A quarter of those who completed the government’s Subsidised-Training Scheme have found a job, Taipa and Coloane Community Service Consultative Council Deputy Convener Lam Ka Chun has said, quoting Labour Affairs Bureau (DSAL) officials.
Lam was speaking after the council’s closed-door meeting with DSAL officials about the city’s labour market and the implementation of the government-sponsored training scheme at the Community Integrated Building in Coloane’s Seac Pai Van public housing estate.
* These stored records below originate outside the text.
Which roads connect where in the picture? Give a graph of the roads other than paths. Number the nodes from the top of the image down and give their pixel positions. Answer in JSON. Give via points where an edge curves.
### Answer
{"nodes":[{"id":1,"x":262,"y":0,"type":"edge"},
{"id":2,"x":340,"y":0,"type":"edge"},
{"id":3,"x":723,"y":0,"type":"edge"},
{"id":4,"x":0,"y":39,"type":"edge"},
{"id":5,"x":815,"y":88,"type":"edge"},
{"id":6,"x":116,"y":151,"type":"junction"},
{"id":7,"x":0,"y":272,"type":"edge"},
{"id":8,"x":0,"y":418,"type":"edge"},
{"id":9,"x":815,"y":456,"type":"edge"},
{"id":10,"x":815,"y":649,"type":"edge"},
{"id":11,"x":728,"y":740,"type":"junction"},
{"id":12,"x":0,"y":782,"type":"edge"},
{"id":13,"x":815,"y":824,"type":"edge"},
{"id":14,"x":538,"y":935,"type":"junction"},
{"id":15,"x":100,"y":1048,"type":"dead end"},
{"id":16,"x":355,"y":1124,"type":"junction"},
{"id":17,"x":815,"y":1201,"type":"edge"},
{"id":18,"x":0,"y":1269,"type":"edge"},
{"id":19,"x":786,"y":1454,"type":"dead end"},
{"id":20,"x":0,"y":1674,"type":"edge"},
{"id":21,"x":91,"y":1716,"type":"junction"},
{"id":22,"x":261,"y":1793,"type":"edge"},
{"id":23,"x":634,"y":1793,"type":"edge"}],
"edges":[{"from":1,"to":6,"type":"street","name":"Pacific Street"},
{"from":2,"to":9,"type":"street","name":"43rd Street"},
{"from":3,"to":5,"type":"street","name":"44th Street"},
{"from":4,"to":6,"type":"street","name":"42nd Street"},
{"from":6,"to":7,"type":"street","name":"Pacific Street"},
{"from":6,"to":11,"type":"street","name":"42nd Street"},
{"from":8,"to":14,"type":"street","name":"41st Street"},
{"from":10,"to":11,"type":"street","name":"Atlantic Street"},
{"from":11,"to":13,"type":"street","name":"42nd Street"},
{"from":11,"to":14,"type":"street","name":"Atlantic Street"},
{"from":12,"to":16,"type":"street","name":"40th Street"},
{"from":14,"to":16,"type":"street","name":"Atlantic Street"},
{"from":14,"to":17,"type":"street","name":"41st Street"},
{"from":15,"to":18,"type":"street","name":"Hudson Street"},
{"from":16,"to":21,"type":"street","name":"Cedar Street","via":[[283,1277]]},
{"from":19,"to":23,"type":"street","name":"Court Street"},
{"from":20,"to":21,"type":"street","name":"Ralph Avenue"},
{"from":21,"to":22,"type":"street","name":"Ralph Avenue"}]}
Precise numbers were not divulged.
According to the bureau, the Subsidised-Training Scheme comprises the government’s Technical Skills Development Subsidy Training Programme, which aims to enhance the technical skills of the working population, and the Employability Subsidy Training Programme, which aims to help the jobless enter the job market.
Lam quoted the committee members’ concern about the government’s new “work trial allowance scheme” for the unemployed, which will allow participants to “learn while they work” and be paid by the government.
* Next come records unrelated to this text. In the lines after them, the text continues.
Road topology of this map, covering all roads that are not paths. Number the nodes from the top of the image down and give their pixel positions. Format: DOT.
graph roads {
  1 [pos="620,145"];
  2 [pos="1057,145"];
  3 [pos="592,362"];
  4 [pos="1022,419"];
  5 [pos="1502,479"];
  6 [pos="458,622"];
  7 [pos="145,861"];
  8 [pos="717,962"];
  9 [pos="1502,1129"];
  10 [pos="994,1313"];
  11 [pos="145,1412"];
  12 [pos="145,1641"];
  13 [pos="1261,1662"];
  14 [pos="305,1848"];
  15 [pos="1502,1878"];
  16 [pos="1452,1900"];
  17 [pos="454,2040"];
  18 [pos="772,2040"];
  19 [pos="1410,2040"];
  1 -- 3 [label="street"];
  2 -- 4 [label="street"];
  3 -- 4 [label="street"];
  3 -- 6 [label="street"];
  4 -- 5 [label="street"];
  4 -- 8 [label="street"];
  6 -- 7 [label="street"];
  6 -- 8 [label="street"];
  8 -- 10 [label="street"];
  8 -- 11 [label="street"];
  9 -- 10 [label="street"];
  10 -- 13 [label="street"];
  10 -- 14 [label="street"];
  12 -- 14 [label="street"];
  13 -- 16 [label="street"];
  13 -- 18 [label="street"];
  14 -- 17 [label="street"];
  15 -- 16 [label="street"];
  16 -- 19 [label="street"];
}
Chief Executive Ho Iat Seng spoke about the “work trial allowance scheme” during a Q&A plenary session in the Legislative Assembly yesterday, saying that the current Employability Subsidy Training Programme could not help all participants match jobs once they finished the course, so consideration would be given to converting the associated costs of the programme into allowances for on-the-job-training.
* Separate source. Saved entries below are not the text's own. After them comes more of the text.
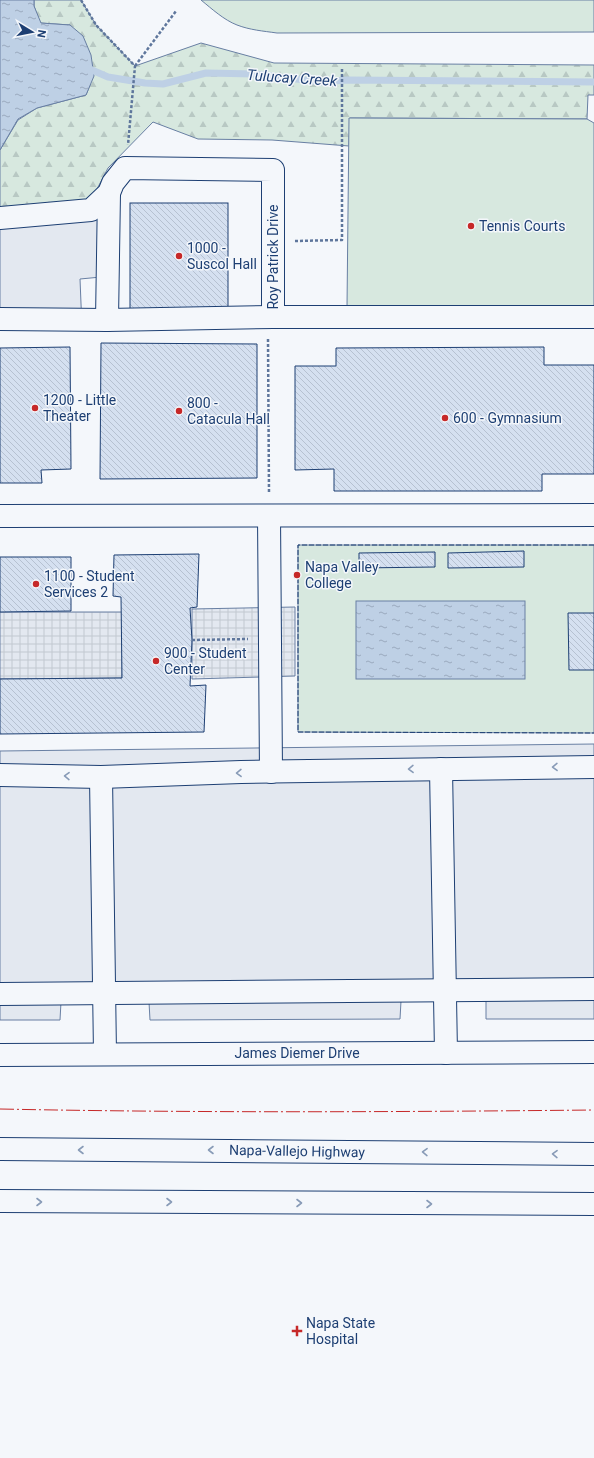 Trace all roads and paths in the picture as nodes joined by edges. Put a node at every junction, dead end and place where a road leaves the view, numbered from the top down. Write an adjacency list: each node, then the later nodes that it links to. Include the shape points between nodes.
1 (81, 0): 3 (path, via 96,25)
2 (176, 11): 3 (path)
3 (135, 67): 5 (path)
4 (342, 67): 8 (path, via 342,240)
5 (125, 168): 6 (street, via 113,183); 8 (street, Roy Patrick Drive, via 273,170)
6 (109, 193): 7 (street, via 91,210); 12 (street)
7 (0, 218)
8 (273, 241): 9 (street, Roy Patrick Drive)
9 (273, 317): 10 (street, Roy Patrick Drive); 12 (street); 15 (path, via 268,339)
10 (594, 318)
11 (0, 319): 12 (street)
12 (107, 320)
13 (594, 515): 15 (street)
14 (0, 516): 15 (street)
15 (269, 516): 16 (street)
16 (271, 639): 17 (path); 20 (street)
17 (192, 640)
18 (594, 767): 19 (street, one-way to 19)
19 (441, 769): 20 (street, one-way to 20); 24 (street)
20 (272, 772): 22 (street, one-way to 22)
21 (0, 775): 22 (street, one-way to 21)
22 (101, 777): 26 (street)
23 (594, 989): 24 (street)
24 (445, 990): 26 (street); 27 (street)
25 (0, 994): 26 (street)
26 (104, 994): 29 (street)
27 (446, 1052): 28 (street, James Diemer Drive); 29 (street, James Diemer Drive)
28 (594, 1052)
29 (105, 1054): 30 (street, James Diemer Drive)
30 (0, 1055)
31 (0, 1149): 32 (street, Napa-Vallejo Highway, one-way to 31)
32 (594, 1154)
33 (0, 1201): 34 (street, one-way to 34)
34 (594, 1204)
Lam quoted the DSAL officials as saying that the bureau will review the subsidised-training scheme with the aim of optimising the scheme by expanding participants’ eligibility, relaxing the requirements for course completion and covering more target participants.
Taipa and Coloane Community Service Consultative Council member Leong Chon Kit said at yesterday’s meeting that the government should consider subsidising large companies or industry associations to organise in-house training programmes to help young practitioners develop the knowledge and skills required in the workplace, thereby creating incentives for enterprises to employ trainees, The Macau Post Daily reported.